Aquello no podía ser, su mujer estaba esperando la última señal del Señor en el cementerio de Montjuic. Volvió a abrir los ojos, y, con más temple, pudo observar que aquella no era su mujer. Se le parecía, pero aquel cadáver no podía llevar mucho tiempo tendido en esa cama. De repente, el corazón del señor Jeim dio un vuelco, y empezó a latir con fuerza. Se quedó completamente inmóvil. Un aire helado le acarició la nuca, sus ojos se abrieron desmesuradamente, y sus pupilas quedaron reducidas a puntos. “A veces los hombres ven solamente aquello que quieren ver”. Oyó algo en el piso superior, como si fuertes patadas repiquetearan contra el suelo. También parecía que arrastraran muebles, y creyó escuchar el crujir de la madera. Parecía una pelea. Acabó con un estruendo, y el viento rodeó la casa. Después, todo volvió a quedar en silencio, como en una tumba. Cerró los ojos de la pobre infeliz, se encomendó a Dios, y salió de nuevo al vestíbulo de esa casa demoníaca e impía, a hacer frente a lo que había poseído a Efraín Solís. Seguía en lo alto de la escalera. Lanzando un bramido inhumano, empezó a descender escalón a escalón. Con el corazón a punto de estallar, Jeim no supo qué hacer. Buscando detenerle, le lanzó el farol, con buen tino, pues le hizo tropezar y caer. Lo que fuera aquel ser caía dando vueltas sobre sí mismo, y pudo escuchar como se quebraban los huesos y se desgarraba la piel. Al acabar de dar vueltas, tras unos segundos de quietud, el engendro, con el cuello torcido y los miembros en posición completamente antinatural, se puso en pie, movido por diabólicas fuerzas, y empezó a avanzar de nuevo hacia Jeim, que corrió despavorido al exterior de la Casa Sombría. En el jardín, el temor a que aquel ser fuera más veloz de lo que pensaba y le cogiera por sorpresa le hizo dar la vuelta y plantarle cara. La cosa salía por la puerta. Jeim respiró con fuerza y gritó:

-¡Esperpento, monstruo, demonio! ¡Vuelve al infierno del que procedes, por Dios!

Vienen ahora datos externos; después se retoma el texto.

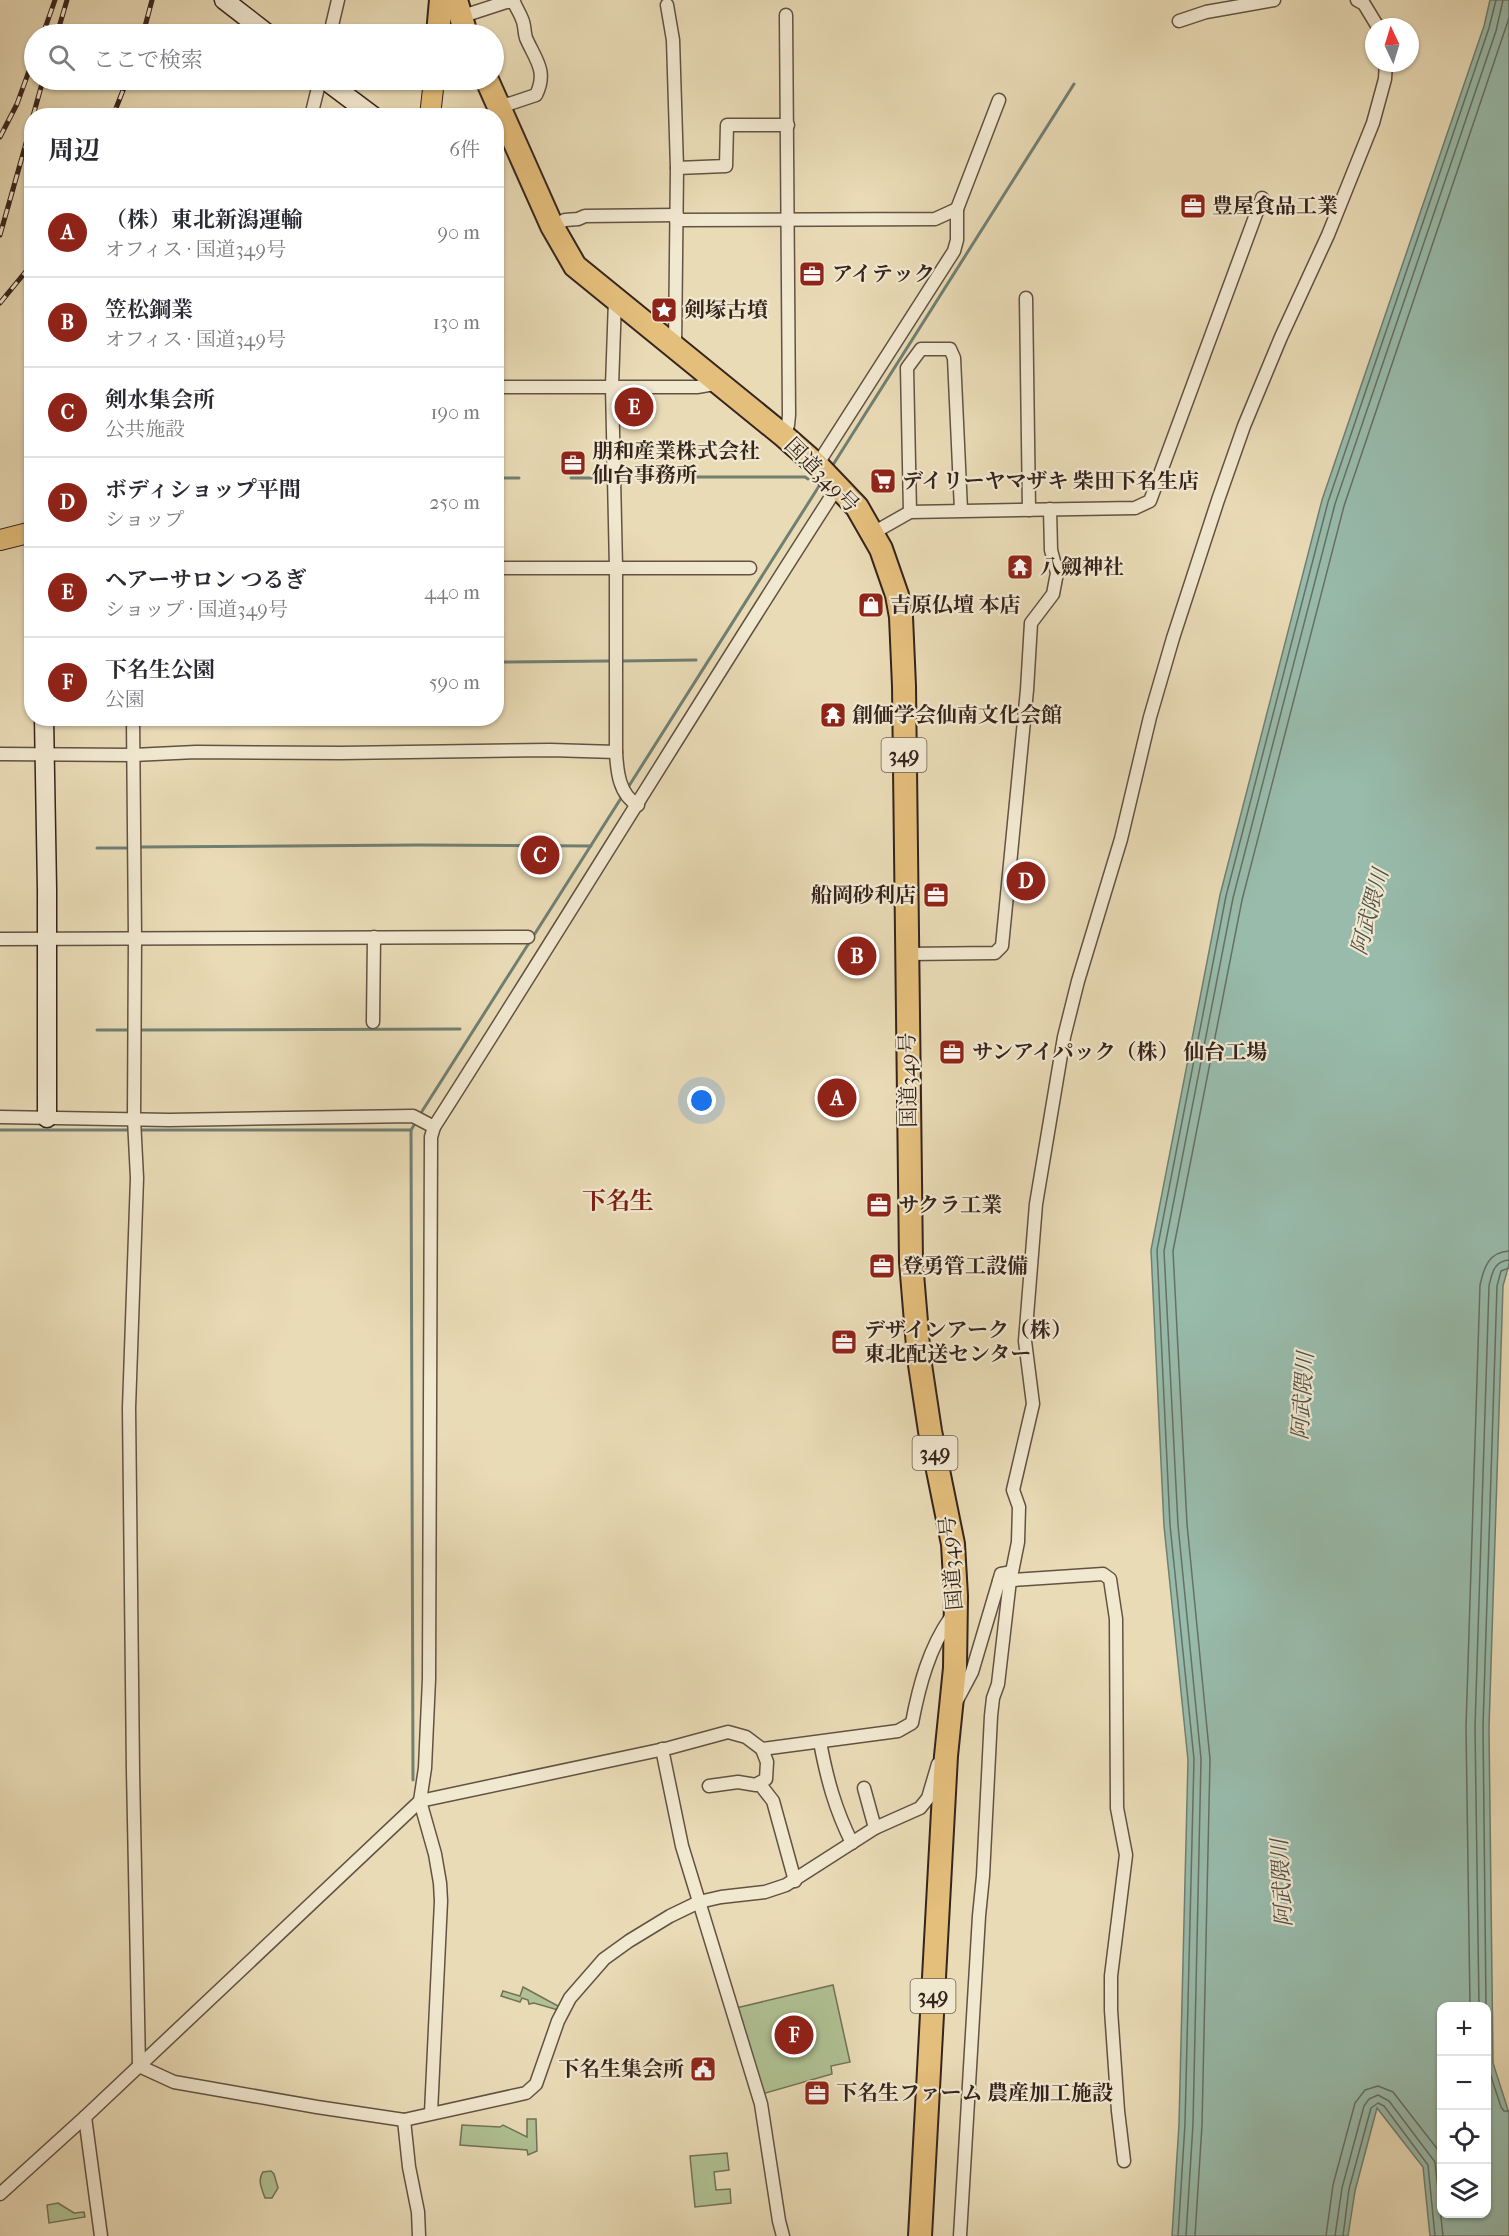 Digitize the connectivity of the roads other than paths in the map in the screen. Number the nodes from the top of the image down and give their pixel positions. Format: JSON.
{"nodes":[{"id":1,"x":224,"y":0,"type":"edge"},
{"id":2,"x":338,"y":0,"type":"edge"},
{"id":3,"x":441,"y":0,"type":"edge"},
{"id":4,"x":1274,"y":0,"type":"edge"},
{"id":5,"x":1360,"y":1,"type":"edge"},
{"id":6,"x":667,"y":5,"type":"dead end"},
{"id":7,"x":786,"y":15,"type":"dead end"},
{"id":8,"x":461,"y":17,"type":"edge"},
{"id":9,"x":1372,"y":18,"type":"edge"},
{"id":10,"x":1179,"y":21,"type":"dead end"},
{"id":11,"x":255,"y":24,"type":"edge"},
{"id":12,"x":332,"y":24,"type":"edge"},
{"id":13,"x":439,"y":24,"type":"edge"},
{"id":14,"x":1385,"y":72,"type":"edge"},
{"id":15,"x":318,"y":90,"type":"edge"},
{"id":16,"x":338,"y":90,"type":"edge"},
{"id":17,"x":433,"y":90,"type":"edge"},
{"id":18,"x":492,"y":90,"type":"edge"},
{"id":19,"x":999,"y":100,"type":"dead end"},
{"id":20,"x":499,"y":103,"type":"junction"},
{"id":21,"x":313,"y":108,"type":"edge"},
{"id":22,"x":362,"y":108,"type":"edge"},
{"id":23,"x":431,"y":108,"type":"edge"},
{"id":24,"x":501,"y":108,"type":"edge"},
{"id":25,"x":504,"y":115,"type":"edge"},
{"id":26,"x":788,"y":125,"type":"junction"},
{"id":27,"x":677,"y":168,"type":"junction"},
{"id":28,"x":1262,"y":198,"type":"dead end"},
{"id":29,"x":957,"y":209,"type":"junction"},
{"id":30,"x":676,"y":218,"type":"junction"},
{"id":31,"x":787,"y":221,"type":"junction"},
{"id":32,"x":552,"y":226,"type":"junction"},
{"id":33,"x":1026,"y":298,"type":"dead end"},
{"id":34,"x":615,"y":300,"type":"junction"},
{"id":35,"x":675,"y":348,"type":"junction"},
{"id":36,"x":720,"y":384,"type":"junction"},
{"id":37,"x":612,"y":386,"type":"junction"},
{"id":38,"x":504,"y":387,"type":"edge"},
{"id":39,"x":784,"y":436,"type":"junction"},
{"id":40,"x":828,"y":476,"type":"junction"},
{"id":41,"x":1050,"y":509,"type":"junction"},
{"id":42,"x":961,"y":510,"type":"junction"},
{"id":43,"x":1029,"y":510,"type":"junction"},
{"id":44,"x":910,"y":512,"type":"junction"},
{"id":45,"x":873,"y":533,"type":"junction"},
{"id":46,"x":24,"y":534,"type":"edge"},
{"id":47,"x":0,"y":540,"type":"edge"},
{"id":48,"x":504,"y":568,"type":"edge"},
{"id":49,"x":616,"y":568,"type":"junction"},
{"id":50,"x":750,"y":568,"type":"dead end"},
{"id":51,"x":44,"y":726,"type":"edge"},
{"id":52,"x":133,"y":726,"type":"edge"},
{"id":53,"x":616,"y":752,"type":"junction"},
{"id":54,"x":0,"y":754,"type":"edge"},
{"id":55,"x":45,"y":755,"type":"junction"},
{"id":56,"x":134,"y":755,"type":"junction"},
{"id":57,"x":636,"y":803,"type":"junction"},
{"id":58,"x":374,"y":937,"type":"junction"},
{"id":59,"x":528,"y":937,"type":"dead end"},
{"id":60,"x":47,"y":938,"type":"junction"},
{"id":61,"x":135,"y":938,"type":"junction"},
{"id":62,"x":0,"y":939,"type":"edge"},
{"id":63,"x":907,"y":954,"type":"junction"},
{"id":64,"x":373,"y":1022,"type":"dead end"},
{"id":65,"x":0,"y":1117,"type":"edge"},
{"id":66,"x":47,"y":1118,"type":"junction"},
{"id":67,"x":135,"y":1124,"type":"junction"},
{"id":68,"x":431,"y":1126,"type":"junction"},
{"id":69,"x":1005,"y":1580,"type":"junction"},
{"id":70,"x":956,"y":1612,"type":"junction"},
{"id":71,"x":950,"y":1709,"type":"junction"},
{"id":72,"x":820,"y":1742,"type":"junction"},
{"id":73,"x":662,"y":1749,"type":"junction"},
{"id":74,"x":762,"y":1749,"type":"junction"},
{"id":75,"x":946,"y":1756,"type":"junction"},
{"id":76,"x":759,"y":1783,"type":"junction"},
{"id":77,"x":708,"y":1786,"type":"dead end"},
{"id":78,"x":864,"y":1788,"type":"dead end"},
{"id":79,"x":420,"y":1801,"type":"junction"},
{"id":80,"x":875,"y":1828,"type":"junction"},
{"id":81,"x":852,"y":1843,"type":"junction"},
{"id":82,"x":795,"y":1881,"type":"junction"},
{"id":83,"x":699,"y":1902,"type":"junction"},
{"id":84,"x":139,"y":2066,"type":"junction"},
{"id":85,"x":431,"y":2114,"type":"junction"},
{"id":86,"x":85,"y":2117,"type":"junction"},
{"id":87,"x":404,"y":2120,"type":"junction"},
{"id":88,"x":1124,"y":2161,"type":"dead end"},
{"id":89,"x":0,"y":2194,"type":"edge"},
{"id":90,"x":101,"y":2236,"type":"edge"},
{"id":91,"x":419,"y":2236,"type":"edge"},
{"id":92,"x":783,"y":2236,"type":"edge"},
{"id":93,"x":920,"y":2236,"type":"edge"},
{"id":94,"x":960,"y":2236,"type":"edge"}],
"edges":[{"from":1,"to":11,"type":"street"},
{"from":2,"to":12,"type":"street"},
{"from":3,"to":13,"type":"highway"},
{"from":4,"to":10,"type":"street"},
{"from":5,"to":9,"type":"street"},
{"from":6,"to":27,"type":"street"},
{"from":7,"to":26,"type":"street"},
{"from":8,"to":20,"type":"street"},
{"from":14,"to":69,"type":"street"},
{"from":15,"to":21,"type":"street"},
{"from":16,"to":22,"type":"street"},
{"from":17,"to":23,"type":"main road"},
{"from":18,"to":20,"type":"highway","name":"国道349号","number":"349"},
{"from":19,"to":29,"type":"street"},
{"from":20,"to":24,"type":"highway","name":"国道349号","number":"349"},
{"from":25,"to":32,"type":"highway","name":"国道349号","number":"349"},
{"from":26,"to":27,"type":"street"},
{"from":26,"to":31,"type":"street"},
{"from":27,"to":30,"type":"street"},
{"from":28,"to":41,"type":"street"},
{"from":29,"to":31,"type":"street"},
{"from":29,"to":40,"type":"street"},
{"from":30,"to":31,"type":"street"},
{"from":30,"to":32,"type":"street"},
{"from":30,"to":35,"type":"street"},
{"from":31,"to":39,"type":"street"},
{"from":32,"to":34,"type":"highway","name":"国道349号","number":"349"},
{"from":33,"to":43,"type":"street"},
{"from":34,"to":35,"type":"highway","name":"国道349号","number":"349"},
{"from":34,"to":37,"type":"street"},
{"from":35,"to":36,"type":"highway","name":"国道349号","number":"349"},
{"from":36,"to":37,"type":"street"},
{"from":36,"to":39,"type":"highway","name":"国道349号","number":"349"},
{"from":37,"to":38,"type":"street"},
{"from":37,"to":49,"type":"street"},
{"from":39,"to":40,"type":"highway","name":"国道349号","number":"349"},
{"from":40,"to":45,"type":"highway","name":"国道349号","number":"349"},
{"from":40,"to":57,"type":"street"},
{"from":41,"to":43,"type":"street"},
{"from":41,"to":63,"type":"street"},
{"from":42,"to":43,"type":"street"},
{"from":42,"to":44,"type":"street"},
{"from":42,"to":44,"type":"street"},
{"from":44,"to":45,"type":"street"},
{"from":45,"to":63,"type":"highway","name":"国道349号","number":"349"},
{"from":46,"to":47,"type":"main road"},
{"from":48,"to":49,"type":"street"},
{"from":49,"to":50,"type":"street"},
{"from":49,"to":53,"type":"street"},
{"from":51,"to":55,"type":"street"},
{"from":52,"to":56,"type":"street"},
{"from":53,"to":56,"type":"street"},
{"from":53,"to":57,"type":"street"},
{"from":54,"to":55,"type":"street"},
{"from":55,"to":56,"type":"street"},
{"from":55,"to":60,"type":"street"},
{"from":56,"to":61,"type":"street"},
{"from":57,"to":68,"type":"street"},
{"from":58,"to":59,"type":"street"},
{"from":58,"to":61,"type":"street"},
{"from":58,"to":64,"type":"street"},
{"from":60,"to":61,"type":"street"},
{"from":60,"to":62,"type":"street"},
{"from":60,"to":66,"type":"street"},
{"from":61,"to":67,"type":"street"},
{"from":63,"to":70,"type":"highway","name":"国道349号","number":"349"},
{"from":65,"to":66,"type":"street"},
{"from":66,"to":67,"type":"street"},
{"from":67,"to":68,"type":"street"},
{"from":67,"to":84,"type":"street"},
{"from":68,"to":79,"type":"street"},
{"from":69,"to":71,"type":"street"},
{"from":69,"to":88,"type":"street"},
{"from":69,"to":94,"type":"street"},
{"from":70,"to":71,"type":"highway","name":"国道349号","number":"349"},
{"from":70,"to":72,"type":"street"},
{"from":71,"to":75,"type":"highway","name":"国道349号","number":"349"},
{"from":72,"to":74,"type":"street"},
{"from":72,"to":81,"type":"street"},
{"from":73,"to":74,"type":"street"},
{"from":73,"to":79,"type":"street"},
{"from":73,"to":83,"type":"street"},
{"from":74,"to":76,"type":"street"},
{"from":75,"to":80,"type":"street"},
{"from":75,"to":93,"type":"highway","name":"国道349号","number":"349"},
{"from":76,"to":77,"type":"street"},
{"from":76,"to":82,"type":"street"},
{"from":78,"to":80,"type":"street"},
{"from":79,"to":84,"type":"street"},
{"from":79,"to":85,"type":"street"},
{"from":80,"to":81,"type":"street"},
{"from":81,"to":82,"type":"street"},
{"from":82,"to":83,"type":"street"},
{"from":83,"to":85,"type":"street"},
{"from":83,"to":92,"type":"street"},
{"from":84,"to":86,"type":"street"},
{"from":84,"to":87,"type":"street"},
{"from":85,"to":87,"type":"street"},
{"from":86,"to":89,"type":"street"},
{"from":86,"to":90,"type":"street"},
{"from":87,"to":91,"type":"street"}]} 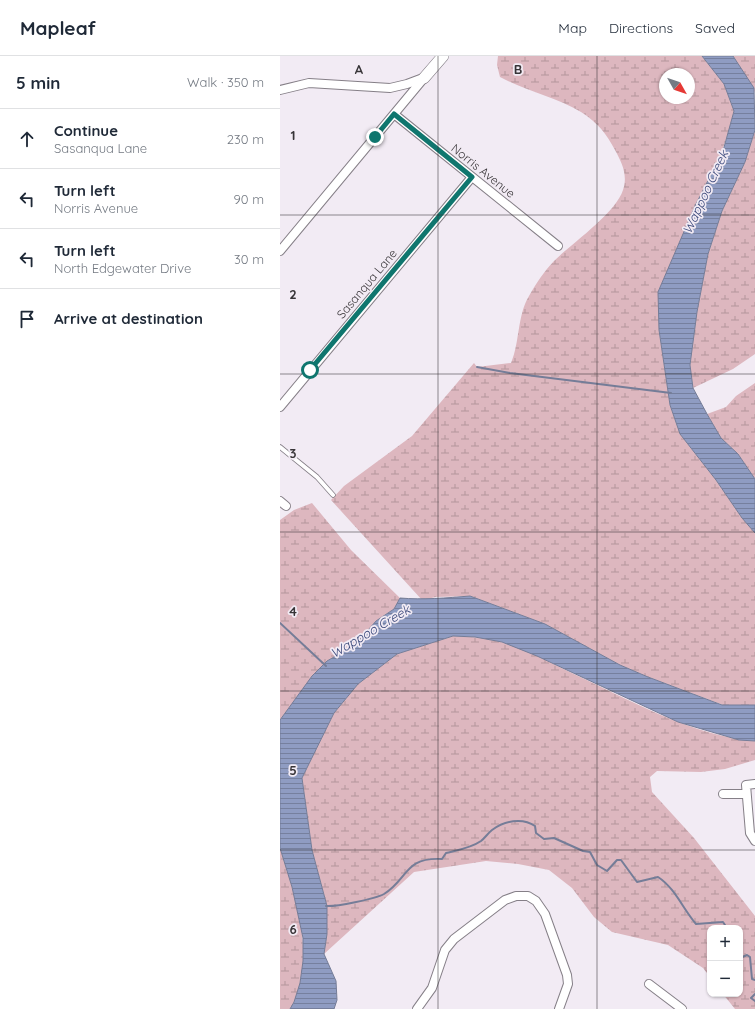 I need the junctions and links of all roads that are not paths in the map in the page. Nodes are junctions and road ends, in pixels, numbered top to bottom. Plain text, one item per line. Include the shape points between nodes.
1 (443, 56) edge
2 (424, 78) junction
3 (280, 90) edge
4 (394, 114) junction
5 (472, 177) junction
6 (558, 246) dead end
7 (280, 251) edge
8 (280, 407) edge
9 (280, 447) edge
10 (334, 495) dead end
11 (755, 784) edge
12 (723, 794) dead end
13 (746, 794) junction
14 (755, 841) edge
15 (649, 984) dead end
16 (418, 1008) edge
17 (559, 1009) edge
18 (682, 1009) edge

1 - 2 street
2 - 3 street via 390,88 310,83
2 - 4 street
4 - 5 street, Norris Avenue
4 - 7 street
5 - 6 street, Norris Avenue
5 - 8 street, Sasanqua Lane
9 - 10 lane via 317,477
11 - 13 street via 746,786
12 - 13 street
13 - 14 street via 750,833
15 - 18 street
16 - 17 street via 432,988 445,950 454,939 505,900 516,896 528,896 536,901 545,914 566,975 568,984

Al acabar de pronunciar esas palabras, un violento remolino de aire se batió sobre la casa y sobre aquella atrocidad andante. El poder de Dios golpeó aquel engendro, que ardió hasta quedar reducido a cenizas. Jeim reparó en el fuego que se había desatado en el interior de la Casa Sombría. Una serie de truenos restalló en el cielo, y empezó a llover.

Puede que permaneciera allí durante una hora, tal vez más; no se movió hasta que dejó de llover y de la casa incendiada no quedaba nada. El viento esparcía las pavesas por doquier. Entonces, dio la vuelta y se alejó. Se giró una última vez para contemplar las ruinas de la Casa Sombría, y siguió alejándose. Poco a poco fue caminando más deprisa, hasta que echó a correr hacia la Villa de Gracia, dejando atrás el calesín.

Fue una dura prueba para el señor Jeim, que estuvo mucho tiempo en cama desvariando. En sus delirios decía que un Hombre Negro le había robado los ojos a su mujer, y que le acechaba y le llamaba para que fuera con él.